Information supplied
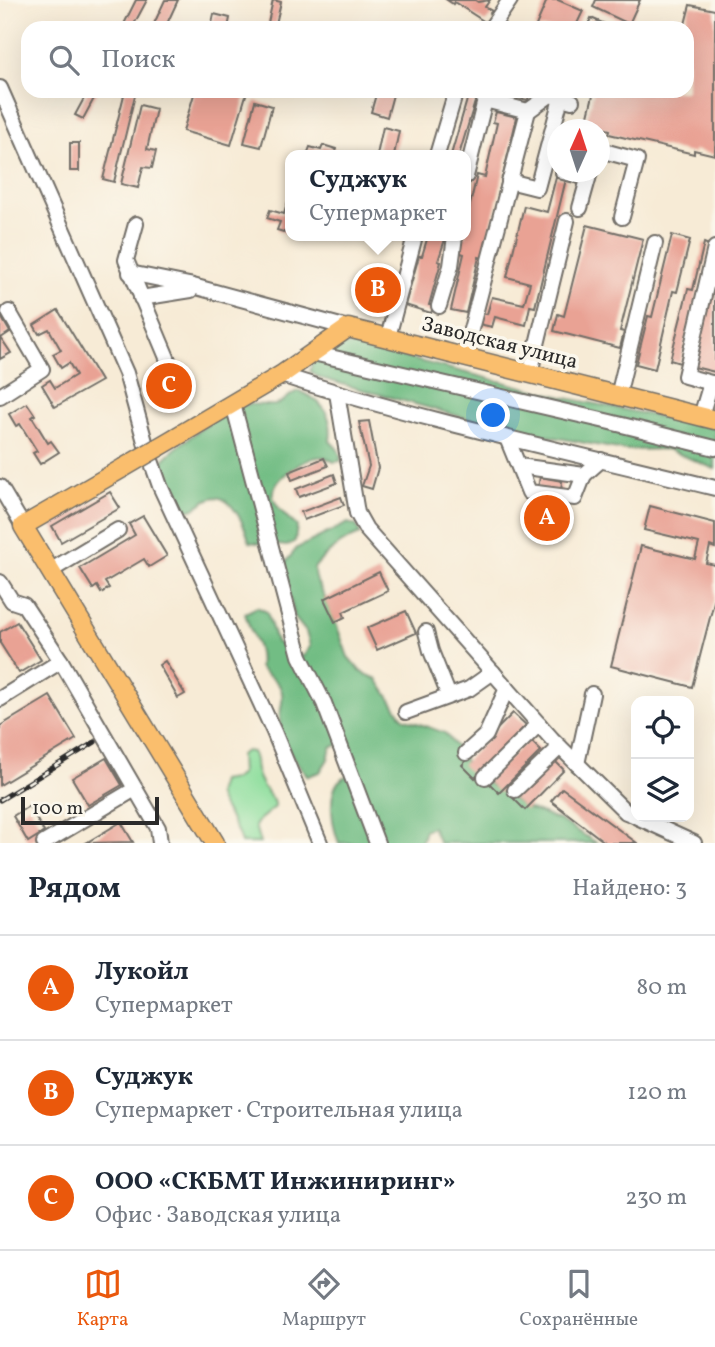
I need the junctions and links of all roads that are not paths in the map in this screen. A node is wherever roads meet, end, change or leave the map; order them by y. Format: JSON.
{"nodes":[{"id":1,"x":510,"y":0,"type":"edge"},
{"id":2,"x":496,"y":21,"type":"edge"},
{"id":3,"x":0,"y":89,"type":"edge"},
{"id":4,"x":454,"y":98,"type":"edge"},
{"id":5,"x":546,"y":98,"type":"edge"},
{"id":6,"x":560,"y":98,"type":"edge"},
{"id":7,"x":527,"y":111,"type":"junction"},
{"id":8,"x":562,"y":119,"type":"edge"},
{"id":9,"x":438,"y":150,"type":"edge"},
{"id":10,"x":610,"y":153,"type":"edge"},
{"id":11,"x":471,"y":156,"type":"edge"},
{"id":12,"x":547,"y":173,"type":"edge"},
{"id":13,"x":509,"y":181,"type":"junction"},
{"id":14,"x":587,"y":182,"type":"edge"},
{"id":15,"x":580,"y":208,"type":"dead end"},
{"id":16,"x":622,"y":217,"type":"dead end"},
{"id":17,"x":566,"y":221,"type":"dead end"},
{"id":18,"x":136,"y":224,"type":"dead end"},
{"id":19,"x":414,"y":241,"type":"edge"},
{"id":20,"x":454,"y":241,"type":"edge"},
{"id":21,"x":655,"y":243,"type":"dead end"},
{"id":22,"x":715,"y":248,"type":"edge"},
{"id":23,"x":130,"y":273,"type":"junction"},
{"id":24,"x":199,"y":288,"type":"junction"},
{"id":25,"x":141,"y":299,"type":"junction"},
{"id":26,"x":439,"y":306,"type":"dead end"},
{"id":27,"x":9,"y":312,"type":"dead end"},
{"id":28,"x":348,"y":328,"type":"junction"},
{"id":29,"x":388,"y":337,"type":"junction"},
{"id":30,"x":313,"y":353,"type":"junction"},
{"id":31,"x":464,"y":356,"type":"junction"},
{"id":32,"x":168,"y":360,"type":"dead end"},
{"id":33,"x":530,"y":373,"type":"junction"},
{"id":34,"x":281,"y":375,"type":"junction"},
{"id":35,"x":713,"y":383,"type":"edge"},
{"id":36,"x":337,"y":393,"type":"junction"},
{"id":37,"x":0,"y":396,"type":"edge"},
{"id":38,"x":618,"y":396,"type":"junction"},
{"id":39,"x":233,"y":404,"type":"junction"},
{"id":40,"x":708,"y":418,"type":"edge"},
{"id":41,"x":507,"y":438,"type":"junction"},
{"id":42,"x":715,"y":448,"type":"edge"},
{"id":43,"x":601,"y":460,"type":"junction"},
{"id":44,"x":519,"y":466,"type":"junction"},
{"id":45,"x":584,"y":475,"type":"junction"},
{"id":46,"x":0,"y":487,"type":"edge"},
{"id":47,"x":715,"y":488,"type":"edge"},
{"id":48,"x":23,"y":526,"type":"junction"},
{"id":49,"x":118,"y":530,"type":"dead end"},
{"id":50,"x":50,"y":571,"type":"junction"},
{"id":51,"x":0,"y":582,"type":"edge"},
{"id":52,"x":426,"y":632,"type":"dead end"},
{"id":53,"x":61,"y":661,"type":"junction"},
{"id":54,"x":492,"y":672,"type":"junction"},
{"id":55,"x":507,"y":688,"type":"junction"},
{"id":56,"x":592,"y":694,"type":"dead end"},
{"id":57,"x":449,"y":696,"type":"junction"},
{"id":58,"x":0,"y":699,"type":"edge"},
{"id":59,"x":406,"y":712,"type":"dead end"},
{"id":60,"x":538,"y":724,"type":"junction"},
{"id":61,"x":269,"y":742,"type":"dead end"},
{"id":62,"x":560,"y":747,"type":"junction"},
{"id":63,"x":466,"y":753,"type":"dead end"},
{"id":64,"x":578,"y":764,"type":"junction"},
{"id":65,"x":485,"y":777,"type":"dead end"},
{"id":66,"x":135,"y":789,"type":"junction"},
{"id":67,"x":515,"y":790,"type":"dead end"},
{"id":68,"x":631,"y":814,"type":"edge"},
{"id":69,"x":648,"y":822,"type":"edge"},
{"id":70,"x":44,"y":843,"type":"edge"},
{"id":71,"x":160,"y":843,"type":"edge"},
{"id":72,"x":215,"y":843,"type":"edge"},
{"id":73,"x":316,"y":843,"type":"edge"},
{"id":74,"x":377,"y":843,"type":"edge"},
{"id":75,"x":694,"y":843,"type":"edge"}],
"edges":[{"from":1,"to":2,"type":"street"},
{"from":3,"to":73,"type":"street"},
{"from":4,"to":9,"type":"street"},
{"from":5,"to":7,"type":"street"},
{"from":6,"to":8,"type":"street"},
{"from":7,"to":11,"type":"street"},
{"from":7,"to":13,"type":"street"},
{"from":10,"to":16,"type":"street"},
{"from":12,"to":13,"type":"street"},
{"from":13,"to":31,"type":"street"},
{"from":14,"to":15,"type":"street"},
{"from":17,"to":33,"type":"street"},
{"from":18,"to":23,"type":"street"},
{"from":19,"to":29,"type":"street"},
{"from":20,"to":26,"type":"street"},
{"from":21,"to":38,"type":"street"},
{"from":22,"to":35,"type":"street"},
{"from":23,"to":24,"type":"street"},
{"from":23,"to":25,"type":"street"},
{"from":24,"to":25,"type":"street"},
{"from":24,"to":28,"type":"street"},
{"from":25,"to":32,"type":"street"},
{"from":27,"to":37,"type":"street"},
{"from":28,"to":29,"type":"main road","name":"Заводская улица"},
{"from":28,"to":30,"type":"main road"},
{"from":29,"to":31,"type":"main road","name":"Заводская улица"},
{"from":30,"to":34,"type":"main road"},
{"from":30,"to":42,"type":"street"},
{"from":31,"to":33,"type":"main road","name":"Заводская улица"},
{"from":33,"to":38,"type":"main road","name":"Заводская улица"},
{"from":34,"to":36,"type":"street"},
{"from":34,"to":39,"type":"main road"},
{"from":35,"to":40,"type":"street"},
{"from":36,"to":41,"type":"street"},
{"from":36,"to":54,"type":"street"},
{"from":38,"to":40,"type":"main road","name":"Заводская улица"},
{"from":39,"to":48,"type":"main road","bridge":true},
{"from":39,"to":74,"type":"street"},
{"from":41,"to":43,"type":"street"},
{"from":41,"to":44,"type":"street"},
{"from":43,"to":45,"type":"street"},
{"from":43,"to":47,"type":"street"},
{"from":44,"to":45,"type":"street"},
{"from":44,"to":45,"type":"street"},
{"from":46,"to":48,"type":"street"},
{"from":48,"to":50,"type":"main road"},
{"from":49,"to":50,"type":"street"},
{"from":50,"to":72,"type":"main road"},
{"from":51,"to":53,"type":"street"},
{"from":52,"to":57,"type":"street"},
{"from":53,"to":58,"type":"street"},
{"from":53,"to":66,"type":"street"},
{"from":54,"to":55,"type":"street"},
{"from":54,"to":57,"type":"street"},
{"from":55,"to":60,"type":"street"},
{"from":55,"to":63,"type":"street"},
{"from":56,"to":64,"type":"street"},
{"from":57,"to":59,"type":"street"},
{"from":60,"to":62,"type":"street"},
{"from":60,"to":65,"type":"street"},
{"from":61,"to":73,"type":"street"},
{"from":62,"to":64,"type":"street"},
{"from":62,"to":67,"type":"street"},
{"from":64,"to":68,"type":"street"},
{"from":66,"to":70,"type":"street"},
{"from":66,"to":71,"type":"street"},
{"from":69,"to":75,"type":"street"}]}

Task objective
Omit each picture, then return all of the listing exactly as it stands.

Solution below
I need the junctions and links of all roads that are not paths in the map in this screen. A node is wherever roads meet, end, change or leave the map; order them by y. Format: JSON.
{"nodes":[{"id":1,"x":510,"y":0,"type":"edge"},
{"id":2,"x":496,"y":21,"type":"edge"},
{"id":3,"x":0,"y":89,"type":"edge"},
{"id":4,"x":454,"y":98,"type":"edge"},
{"id":5,"x":546,"y":98,"type":"edge"},
{"id":6,"x":560,"y":98,"type":"edge"},
{"id":7,"x":527,"y":111,"type":"junction"},
{"id":8,"x":562,"y":119,"type":"edge"},
{"id":9,"x":438,"y":150,"type":"edge"},
{"id":10,"x":610,"y":153,"type":"edge"},
{"id":11,"x":471,"y":156,"type":"edge"},
{"id":12,"x":547,"y":173,"type":"edge"},
{"id":13,"x":509,"y":181,"type":"junction"},
{"id":14,"x":587,"y":182,"type":"edge"},
{"id":15,"x":580,"y":208,"type":"dead end"},
{"id":16,"x":622,"y":217,"type":"dead end"},
{"id":17,"x":566,"y":221,"type":"dead end"},
{"id":18,"x":136,"y":224,"type":"dead end"},
{"id":19,"x":414,"y":241,"type":"edge"},
{"id":20,"x":454,"y":241,"type":"edge"},
{"id":21,"x":655,"y":243,"type":"dead end"},
{"id":22,"x":715,"y":248,"type":"edge"},
{"id":23,"x":130,"y":273,"type":"junction"},
{"id":24,"x":199,"y":288,"type":"junction"},
{"id":25,"x":141,"y":299,"type":"junction"},
{"id":26,"x":439,"y":306,"type":"dead end"},
{"id":27,"x":9,"y":312,"type":"dead end"},
{"id":28,"x":348,"y":328,"type":"junction"},
{"id":29,"x":388,"y":337,"type":"junction"},
{"id":30,"x":313,"y":353,"type":"junction"},
{"id":31,"x":464,"y":356,"type":"junction"},
{"id":32,"x":168,"y":360,"type":"dead end"},
{"id":33,"x":530,"y":373,"type":"junction"},
{"id":34,"x":281,"y":375,"type":"junction"},
{"id":35,"x":713,"y":383,"type":"edge"},
{"id":36,"x":337,"y":393,"type":"junction"},
{"id":37,"x":0,"y":396,"type":"edge"},
{"id":38,"x":618,"y":396,"type":"junction"},
{"id":39,"x":233,"y":404,"type":"junction"},
{"id":40,"x":708,"y":418,"type":"edge"},
{"id":41,"x":507,"y":438,"type":"junction"},
{"id":42,"x":715,"y":448,"type":"edge"},
{"id":43,"x":601,"y":460,"type":"junction"},
{"id":44,"x":519,"y":466,"type":"junction"},
{"id":45,"x":584,"y":475,"type":"junction"},
{"id":46,"x":0,"y":487,"type":"edge"},
{"id":47,"x":715,"y":488,"type":"edge"},
{"id":48,"x":23,"y":526,"type":"junction"},
{"id":49,"x":118,"y":530,"type":"dead end"},
{"id":50,"x":50,"y":571,"type":"junction"},
{"id":51,"x":0,"y":582,"type":"edge"},
{"id":52,"x":426,"y":632,"type":"dead end"},
{"id":53,"x":61,"y":661,"type":"junction"},
{"id":54,"x":492,"y":672,"type":"junction"},
{"id":55,"x":507,"y":688,"type":"junction"},
{"id":56,"x":592,"y":694,"type":"dead end"},
{"id":57,"x":449,"y":696,"type":"junction"},
{"id":58,"x":0,"y":699,"type":"edge"},
{"id":59,"x":406,"y":712,"type":"dead end"},
{"id":60,"x":538,"y":724,"type":"junction"},
{"id":61,"x":269,"y":742,"type":"dead end"},
{"id":62,"x":560,"y":747,"type":"junction"},
{"id":63,"x":466,"y":753,"type":"dead end"},
{"id":64,"x":578,"y":764,"type":"junction"},
{"id":65,"x":485,"y":777,"type":"dead end"},
{"id":66,"x":135,"y":789,"type":"junction"},
{"id":67,"x":515,"y":790,"type":"dead end"},
{"id":68,"x":631,"y":814,"type":"edge"},
{"id":69,"x":648,"y":822,"type":"edge"},
{"id":70,"x":44,"y":843,"type":"edge"},
{"id":71,"x":160,"y":843,"type":"edge"},
{"id":72,"x":215,"y":843,"type":"edge"},
{"id":73,"x":316,"y":843,"type":"edge"},
{"id":74,"x":377,"y":843,"type":"edge"},
{"id":75,"x":694,"y":843,"type":"edge"}],
"edges":[{"from":1,"to":2,"type":"street"},
{"from":3,"to":73,"type":"street"},
{"from":4,"to":9,"type":"street"},
{"from":5,"to":7,"type":"street"},
{"from":6,"to":8,"type":"street"},
{"from":7,"to":11,"type":"street"},
{"from":7,"to":13,"type":"street"},
{"from":10,"to":16,"type":"street"},
{"from":12,"to":13,"type":"street"},
{"from":13,"to":31,"type":"street"},
{"from":14,"to":15,"type":"street"},
{"from":17,"to":33,"type":"street"},
{"from":18,"to":23,"type":"street"},
{"from":19,"to":29,"type":"street"},
{"from":20,"to":26,"type":"street"},
{"from":21,"to":38,"type":"street"},
{"from":22,"to":35,"type":"street"},
{"from":23,"to":24,"type":"street"},
{"from":23,"to":25,"type":"street"},
{"from":24,"to":25,"type":"street"},
{"from":24,"to":28,"type":"street"},
{"from":25,"to":32,"type":"street"},
{"from":27,"to":37,"type":"street"},
{"from":28,"to":29,"type":"main road","name":"Заводская улица"},
{"from":28,"to":30,"type":"main road"},
{"from":29,"to":31,"type":"main road","name":"Заводская улица"},
{"from":30,"to":34,"type":"main road"},
{"from":30,"to":42,"type":"street"},
{"from":31,"to":33,"type":"main road","name":"Заводская улица"},
{"from":33,"to":38,"type":"main road","name":"Заводская улица"},
{"from":34,"to":36,"type":"street"},
{"from":34,"to":39,"type":"main road"},
{"from":35,"to":40,"type":"street"},
{"from":36,"to":41,"type":"street"},
{"from":36,"to":54,"type":"street"},
{"from":38,"to":40,"type":"main road","name":"Заводская улица"},
{"from":39,"to":48,"type":"main road","bridge":true},
{"from":39,"to":74,"type":"street"},
{"from":41,"to":43,"type":"street"},
{"from":41,"to":44,"type":"street"},
{"from":43,"to":45,"type":"street"},
{"from":43,"to":47,"type":"street"},
{"from":44,"to":45,"type":"street"},
{"from":44,"to":45,"type":"street"},
{"from":46,"to":48,"type":"street"},
{"from":48,"to":50,"type":"main road"},
{"from":49,"to":50,"type":"street"},
{"from":50,"to":72,"type":"main road"},
{"from":51,"to":53,"type":"street"},
{"from":52,"to":57,"type":"street"},
{"from":53,"to":58,"type":"street"},
{"from":53,"to":66,"type":"street"},
{"from":54,"to":55,"type":"street"},
{"from":54,"to":57,"type":"street"},
{"from":55,"to":60,"type":"street"},
{"from":55,"to":63,"type":"street"},
{"from":56,"to":64,"type":"street"},
{"from":57,"to":59,"type":"street"},
{"from":60,"to":62,"type":"street"},
{"from":60,"to":65,"type":"street"},
{"from":61,"to":73,"type":"street"},
{"from":62,"to":64,"type":"street"},
{"from":62,"to":67,"type":"street"},
{"from":64,"to":68,"type":"street"},
{"from":66,"to":70,"type":"street"},
{"from":66,"to":71,"type":"street"},
{"from":69,"to":75,"type":"street"}]}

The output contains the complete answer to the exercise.